Exactly as they stand, give the records below again, with no images.

══════════════════════════════

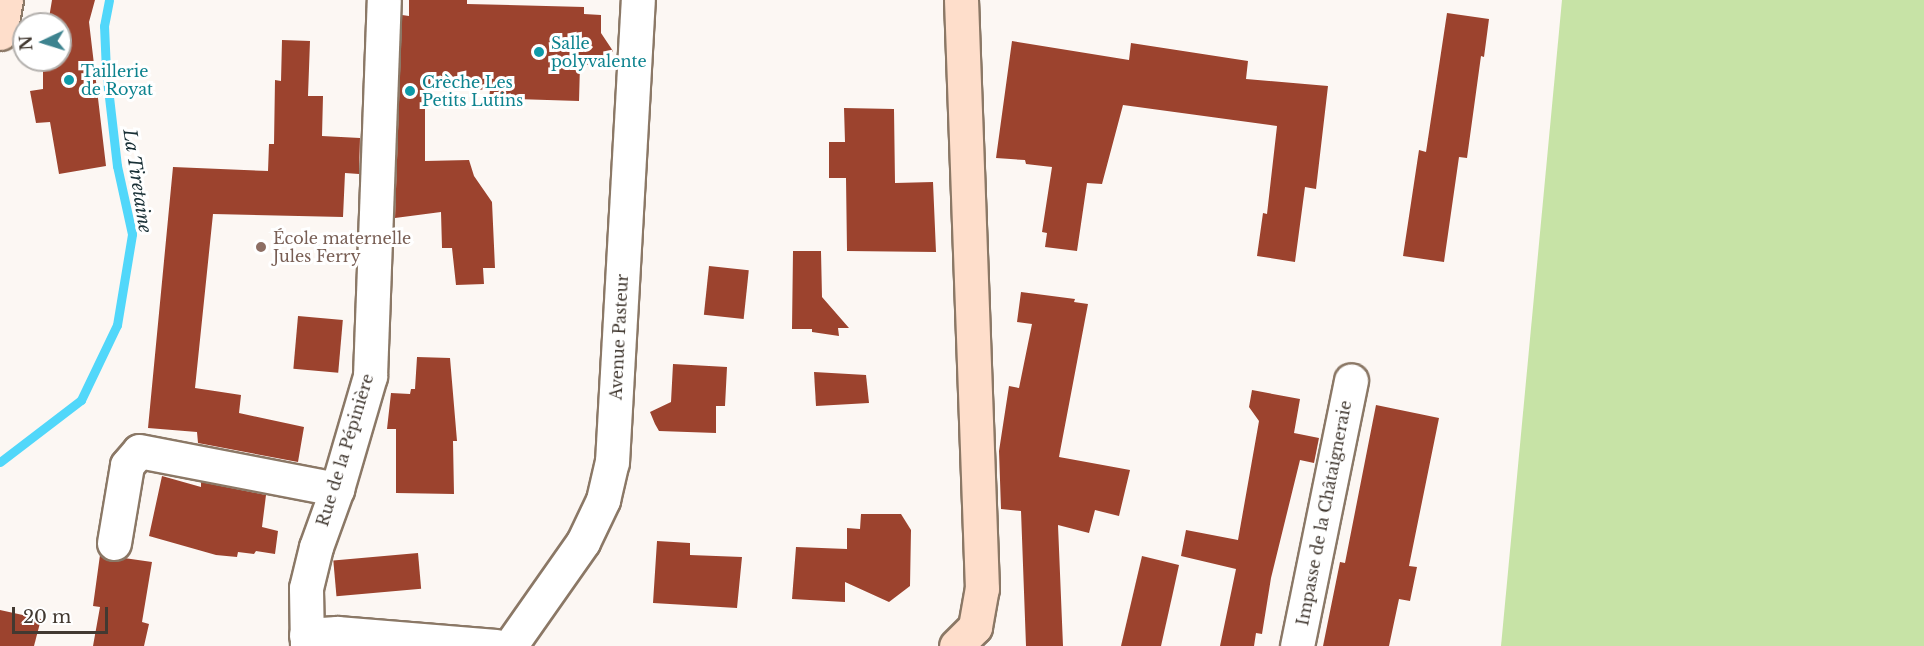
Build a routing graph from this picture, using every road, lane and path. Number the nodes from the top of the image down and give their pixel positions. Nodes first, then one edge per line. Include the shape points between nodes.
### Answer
1 (6, 0) edge
2 (384, 0) edge
3 (638, 0) edge
4 (962, 0) edge
5 (0, 33) edge
6 (1351, 380) dead end
7 (337, 489) junction
8 (114, 543) dead end
9 (307, 640) edge
10 (958, 645) edge
11 (495, 646) edge
12 (510, 646) edge
13 (1297, 646) edge

1 - 5 main road
2 - 7 street, Rue de la Pépinière via 370,376
3 - 12 street, Avenue Pasteur via 612,462 603,500 583,542
4 - 10 main road via 982,589 975,627
6 - 13 street, Impasse de la Châtaigneraie
7 - 8 street via 140,451 127,465
7 - 9 street, Rue de la Pépinière via 306,588
9 - 11 street via 337,633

══════════════════════════════

* **ANSWER**
Build a routing graph from this picture, using every road, lane and path. Number the nodes from the top of the image down and give their pixel positions. Nodes first, then one edge per line. Include the shape points between nodes.
### Answer
1 (6, 0) edge
2 (384, 0) edge
3 (638, 0) edge
4 (962, 0) edge
5 (0, 33) edge
6 (1351, 380) dead end
7 (337, 489) junction
8 (114, 543) dead end
9 (307, 640) edge
10 (958, 645) edge
11 (495, 646) edge
12 (510, 646) edge
13 (1297, 646) edge

1 - 5 main road
2 - 7 street, Rue de la Pépinière via 370,376
3 - 12 street, Avenue Pasteur via 612,462 603,500 583,542
4 - 10 main road via 982,589 975,627
6 - 13 street, Impasse de la Châtaigneraie
7 - 8 street via 140,451 127,465
7 - 9 street, Rue de la Pépinière via 306,588
9 - 11 street via 337,633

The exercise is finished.